◆ INSTRUCTIONS FOR THE TASK
Your answer must be every line of the data that holds the string "Write".

◆ INPUT RECORDS

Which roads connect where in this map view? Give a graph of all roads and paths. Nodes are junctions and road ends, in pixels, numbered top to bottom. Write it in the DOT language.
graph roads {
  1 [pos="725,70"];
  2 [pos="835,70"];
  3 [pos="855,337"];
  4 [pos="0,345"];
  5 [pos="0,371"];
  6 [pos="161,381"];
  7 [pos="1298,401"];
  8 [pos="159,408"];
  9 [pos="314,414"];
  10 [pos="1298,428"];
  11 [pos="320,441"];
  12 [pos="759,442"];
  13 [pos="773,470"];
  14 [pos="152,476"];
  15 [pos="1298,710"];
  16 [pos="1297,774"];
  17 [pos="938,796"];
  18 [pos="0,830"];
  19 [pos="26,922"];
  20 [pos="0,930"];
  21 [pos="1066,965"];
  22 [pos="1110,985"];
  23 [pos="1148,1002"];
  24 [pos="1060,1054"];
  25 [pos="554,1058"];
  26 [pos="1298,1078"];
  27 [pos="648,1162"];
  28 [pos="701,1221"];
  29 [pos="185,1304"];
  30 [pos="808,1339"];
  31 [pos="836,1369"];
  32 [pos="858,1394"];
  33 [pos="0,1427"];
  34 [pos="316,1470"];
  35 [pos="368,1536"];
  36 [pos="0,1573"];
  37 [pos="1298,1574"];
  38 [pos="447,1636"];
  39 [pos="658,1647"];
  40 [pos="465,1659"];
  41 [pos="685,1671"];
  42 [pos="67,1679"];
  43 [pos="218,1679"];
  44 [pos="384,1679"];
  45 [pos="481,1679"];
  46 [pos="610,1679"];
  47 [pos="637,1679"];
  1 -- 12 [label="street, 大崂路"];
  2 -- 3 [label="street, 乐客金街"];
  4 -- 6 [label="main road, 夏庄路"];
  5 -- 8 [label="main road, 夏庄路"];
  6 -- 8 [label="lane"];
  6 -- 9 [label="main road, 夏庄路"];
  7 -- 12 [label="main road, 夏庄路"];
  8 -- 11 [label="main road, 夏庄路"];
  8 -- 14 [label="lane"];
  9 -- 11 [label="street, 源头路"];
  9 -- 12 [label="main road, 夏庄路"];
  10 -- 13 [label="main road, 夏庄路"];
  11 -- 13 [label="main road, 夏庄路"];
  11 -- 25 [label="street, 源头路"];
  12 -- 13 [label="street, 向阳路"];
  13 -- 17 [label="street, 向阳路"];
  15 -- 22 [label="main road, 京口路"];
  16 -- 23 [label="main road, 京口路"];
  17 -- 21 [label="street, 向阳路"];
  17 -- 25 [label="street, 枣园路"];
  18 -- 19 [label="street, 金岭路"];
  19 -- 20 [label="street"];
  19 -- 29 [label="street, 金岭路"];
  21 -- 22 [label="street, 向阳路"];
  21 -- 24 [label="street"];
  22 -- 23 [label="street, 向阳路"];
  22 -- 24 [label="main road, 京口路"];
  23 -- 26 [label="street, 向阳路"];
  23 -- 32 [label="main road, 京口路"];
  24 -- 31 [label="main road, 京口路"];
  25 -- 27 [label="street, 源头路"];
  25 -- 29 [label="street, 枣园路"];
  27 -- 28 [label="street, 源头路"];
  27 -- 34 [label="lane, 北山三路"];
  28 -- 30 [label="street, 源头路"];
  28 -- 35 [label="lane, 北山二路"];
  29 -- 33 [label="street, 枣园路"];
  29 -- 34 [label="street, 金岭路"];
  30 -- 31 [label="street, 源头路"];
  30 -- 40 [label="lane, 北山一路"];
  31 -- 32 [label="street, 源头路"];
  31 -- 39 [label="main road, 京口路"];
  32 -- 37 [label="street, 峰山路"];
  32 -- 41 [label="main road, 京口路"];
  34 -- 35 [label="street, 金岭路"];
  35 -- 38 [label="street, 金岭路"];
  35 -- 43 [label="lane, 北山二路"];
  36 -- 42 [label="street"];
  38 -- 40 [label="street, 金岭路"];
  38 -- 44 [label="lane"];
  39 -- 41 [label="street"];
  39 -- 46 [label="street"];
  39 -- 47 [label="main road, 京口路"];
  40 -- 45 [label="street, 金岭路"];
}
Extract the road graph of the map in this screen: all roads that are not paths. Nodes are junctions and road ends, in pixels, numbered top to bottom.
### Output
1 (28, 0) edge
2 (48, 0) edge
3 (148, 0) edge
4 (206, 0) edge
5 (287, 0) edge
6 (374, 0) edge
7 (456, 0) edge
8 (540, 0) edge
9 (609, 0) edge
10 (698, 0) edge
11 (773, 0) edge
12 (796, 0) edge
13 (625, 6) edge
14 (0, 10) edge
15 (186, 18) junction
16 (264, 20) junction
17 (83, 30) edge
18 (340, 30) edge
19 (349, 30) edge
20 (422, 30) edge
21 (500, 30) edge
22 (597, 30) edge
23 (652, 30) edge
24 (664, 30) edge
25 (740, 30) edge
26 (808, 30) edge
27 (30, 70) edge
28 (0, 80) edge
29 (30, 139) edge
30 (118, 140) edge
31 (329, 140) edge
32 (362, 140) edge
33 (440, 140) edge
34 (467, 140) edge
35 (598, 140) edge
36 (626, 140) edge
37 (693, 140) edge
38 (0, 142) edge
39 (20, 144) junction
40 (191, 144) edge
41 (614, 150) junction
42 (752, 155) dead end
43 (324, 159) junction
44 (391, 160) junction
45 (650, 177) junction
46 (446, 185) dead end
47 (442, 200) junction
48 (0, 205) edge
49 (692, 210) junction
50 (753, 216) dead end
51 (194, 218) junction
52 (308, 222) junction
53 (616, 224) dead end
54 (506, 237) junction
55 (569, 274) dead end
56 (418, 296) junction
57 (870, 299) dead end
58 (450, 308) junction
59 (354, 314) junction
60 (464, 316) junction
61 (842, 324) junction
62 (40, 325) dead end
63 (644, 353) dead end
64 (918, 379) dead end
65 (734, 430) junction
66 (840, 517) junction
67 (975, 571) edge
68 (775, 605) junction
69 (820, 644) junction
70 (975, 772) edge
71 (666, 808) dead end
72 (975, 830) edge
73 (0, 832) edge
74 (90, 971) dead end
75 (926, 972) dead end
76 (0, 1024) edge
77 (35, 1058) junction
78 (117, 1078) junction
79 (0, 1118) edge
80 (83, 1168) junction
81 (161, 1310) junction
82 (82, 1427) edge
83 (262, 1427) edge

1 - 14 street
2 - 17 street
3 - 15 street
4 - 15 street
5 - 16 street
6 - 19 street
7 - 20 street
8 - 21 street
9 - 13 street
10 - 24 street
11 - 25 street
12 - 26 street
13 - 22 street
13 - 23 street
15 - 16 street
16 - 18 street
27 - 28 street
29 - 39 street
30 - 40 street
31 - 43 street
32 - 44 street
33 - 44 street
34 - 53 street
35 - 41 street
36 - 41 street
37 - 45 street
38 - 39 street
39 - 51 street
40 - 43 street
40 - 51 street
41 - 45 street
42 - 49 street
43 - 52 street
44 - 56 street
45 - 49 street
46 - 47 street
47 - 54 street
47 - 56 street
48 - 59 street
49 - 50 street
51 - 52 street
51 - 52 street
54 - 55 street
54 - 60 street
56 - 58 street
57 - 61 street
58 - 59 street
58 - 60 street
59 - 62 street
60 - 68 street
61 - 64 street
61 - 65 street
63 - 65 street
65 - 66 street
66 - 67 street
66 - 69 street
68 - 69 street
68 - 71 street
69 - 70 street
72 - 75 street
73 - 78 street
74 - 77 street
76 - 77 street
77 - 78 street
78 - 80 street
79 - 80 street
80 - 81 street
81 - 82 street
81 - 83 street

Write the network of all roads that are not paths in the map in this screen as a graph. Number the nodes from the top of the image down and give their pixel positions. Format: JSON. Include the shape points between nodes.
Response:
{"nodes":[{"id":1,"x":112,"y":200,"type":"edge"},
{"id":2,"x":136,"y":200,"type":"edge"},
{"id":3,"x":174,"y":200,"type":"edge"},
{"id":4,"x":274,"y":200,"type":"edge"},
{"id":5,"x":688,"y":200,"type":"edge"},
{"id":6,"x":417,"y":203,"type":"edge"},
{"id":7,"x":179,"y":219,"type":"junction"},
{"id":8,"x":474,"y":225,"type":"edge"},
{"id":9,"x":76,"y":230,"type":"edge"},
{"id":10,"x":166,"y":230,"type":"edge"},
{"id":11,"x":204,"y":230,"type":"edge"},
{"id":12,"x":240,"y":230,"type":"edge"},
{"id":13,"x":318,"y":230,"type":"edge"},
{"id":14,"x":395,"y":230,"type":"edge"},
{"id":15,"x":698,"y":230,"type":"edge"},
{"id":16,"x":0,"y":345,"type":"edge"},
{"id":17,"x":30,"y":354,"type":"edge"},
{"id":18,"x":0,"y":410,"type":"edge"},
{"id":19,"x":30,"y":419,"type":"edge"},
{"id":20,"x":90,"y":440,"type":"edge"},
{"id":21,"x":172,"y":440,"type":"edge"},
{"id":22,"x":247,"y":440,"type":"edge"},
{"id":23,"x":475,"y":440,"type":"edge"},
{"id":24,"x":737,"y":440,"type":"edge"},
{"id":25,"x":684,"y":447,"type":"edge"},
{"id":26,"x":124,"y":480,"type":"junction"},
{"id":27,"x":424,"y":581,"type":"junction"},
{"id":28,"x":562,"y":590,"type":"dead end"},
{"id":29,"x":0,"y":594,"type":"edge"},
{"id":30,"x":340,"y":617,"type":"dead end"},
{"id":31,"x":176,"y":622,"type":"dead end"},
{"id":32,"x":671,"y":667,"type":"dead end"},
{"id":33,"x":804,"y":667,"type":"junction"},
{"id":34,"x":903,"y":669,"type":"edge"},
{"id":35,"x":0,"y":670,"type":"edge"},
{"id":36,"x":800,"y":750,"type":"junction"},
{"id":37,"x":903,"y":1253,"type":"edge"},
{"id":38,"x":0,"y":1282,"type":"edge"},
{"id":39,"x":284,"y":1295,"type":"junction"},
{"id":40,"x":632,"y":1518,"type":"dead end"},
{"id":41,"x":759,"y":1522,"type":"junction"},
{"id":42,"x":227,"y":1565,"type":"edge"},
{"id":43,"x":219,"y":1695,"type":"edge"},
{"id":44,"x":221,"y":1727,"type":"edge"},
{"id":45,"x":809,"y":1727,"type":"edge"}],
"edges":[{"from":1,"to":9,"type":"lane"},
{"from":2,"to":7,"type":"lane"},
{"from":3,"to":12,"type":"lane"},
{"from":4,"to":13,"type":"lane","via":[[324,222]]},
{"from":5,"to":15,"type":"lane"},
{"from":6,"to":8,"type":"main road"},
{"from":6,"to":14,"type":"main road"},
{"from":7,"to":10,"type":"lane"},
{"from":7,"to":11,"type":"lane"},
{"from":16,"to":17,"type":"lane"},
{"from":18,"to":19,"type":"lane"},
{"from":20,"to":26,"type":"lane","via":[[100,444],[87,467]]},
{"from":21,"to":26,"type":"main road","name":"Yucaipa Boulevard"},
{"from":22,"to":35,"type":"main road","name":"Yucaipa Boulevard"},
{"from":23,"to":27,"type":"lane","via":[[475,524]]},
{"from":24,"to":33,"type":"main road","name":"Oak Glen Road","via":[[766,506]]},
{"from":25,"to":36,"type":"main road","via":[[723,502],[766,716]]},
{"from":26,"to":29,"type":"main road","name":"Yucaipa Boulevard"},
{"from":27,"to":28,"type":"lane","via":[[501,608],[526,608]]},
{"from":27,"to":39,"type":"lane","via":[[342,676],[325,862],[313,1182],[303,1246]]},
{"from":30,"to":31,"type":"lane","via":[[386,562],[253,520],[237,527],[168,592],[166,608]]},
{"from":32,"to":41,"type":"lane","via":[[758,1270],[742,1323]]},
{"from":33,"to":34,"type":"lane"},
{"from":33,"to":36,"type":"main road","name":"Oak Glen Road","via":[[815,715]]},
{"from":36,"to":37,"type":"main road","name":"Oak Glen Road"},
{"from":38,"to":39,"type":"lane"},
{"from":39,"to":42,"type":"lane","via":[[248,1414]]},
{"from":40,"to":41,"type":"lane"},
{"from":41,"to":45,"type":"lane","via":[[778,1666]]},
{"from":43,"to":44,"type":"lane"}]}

◆ ANSWER TO THE EXERCISE
Which roads connect where in this map view? Give a graph of all roads and paths. Nodes are junctions and road ends, in pixels, numbered top to bottom. Write it in the DOT language.
Write the network of all roads that are not paths in the map in this screen as a graph. Number the nodes from the top of the image down and give their pixel positions. Format: JSON. Include the shape points between nodes.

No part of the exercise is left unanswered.